• [Exercise goal] Copy out the line containing "pinky pip: (461, 447)" and each line after it, through the last one in the material, exactly as written.

• [Listed entries]
►

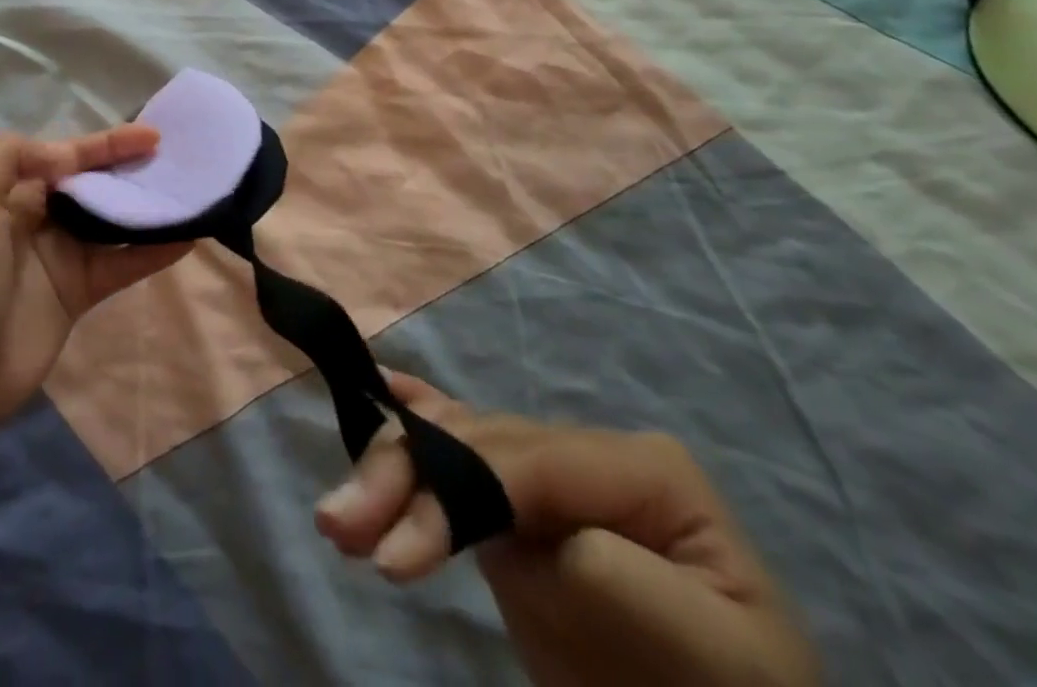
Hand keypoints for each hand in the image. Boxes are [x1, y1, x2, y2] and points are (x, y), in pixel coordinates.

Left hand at [0, 126, 193, 429]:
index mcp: (12, 191)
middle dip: (131, 168)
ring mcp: (62, 255)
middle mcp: (40, 216)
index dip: (107, 143)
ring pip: (113, 220)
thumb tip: (67, 152)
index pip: (67, 156)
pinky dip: (153, 250)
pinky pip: (123, 263)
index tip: (150, 136)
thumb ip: (13, 158)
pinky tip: (186, 237)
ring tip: (189, 189)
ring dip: (147, 205)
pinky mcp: (81, 292)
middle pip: (94, 183)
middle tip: (177, 158)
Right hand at [315, 372, 820, 686]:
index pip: (524, 458)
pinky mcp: (518, 511)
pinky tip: (385, 386)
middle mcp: (582, 452)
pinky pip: (461, 447)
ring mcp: (545, 477)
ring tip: (338, 516)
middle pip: (475, 442)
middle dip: (404, 476)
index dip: (450, 488)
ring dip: (389, 466)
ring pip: (452, 443)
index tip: (392, 555)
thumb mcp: (699, 649)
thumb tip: (516, 535)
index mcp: (637, 466)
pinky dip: (417, 415)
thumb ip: (607, 572)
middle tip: (341, 527)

◄

• [Answer to this task]
pinky pip: (461, 447)
ring mcp: (545, 477)
ring tip: (338, 516)
middle pip: (475, 442)
middle dip: (404, 476)
index dip: (450, 488)
ring dip: (389, 466)
ring pip: (452, 443)
index tip: (392, 555)
thumb mcp: (699, 649)
thumb tip: (516, 535)
index mcp: (637, 466)
pinky dip: (417, 415)
thumb ip: (607, 572)
middle tip: (341, 527)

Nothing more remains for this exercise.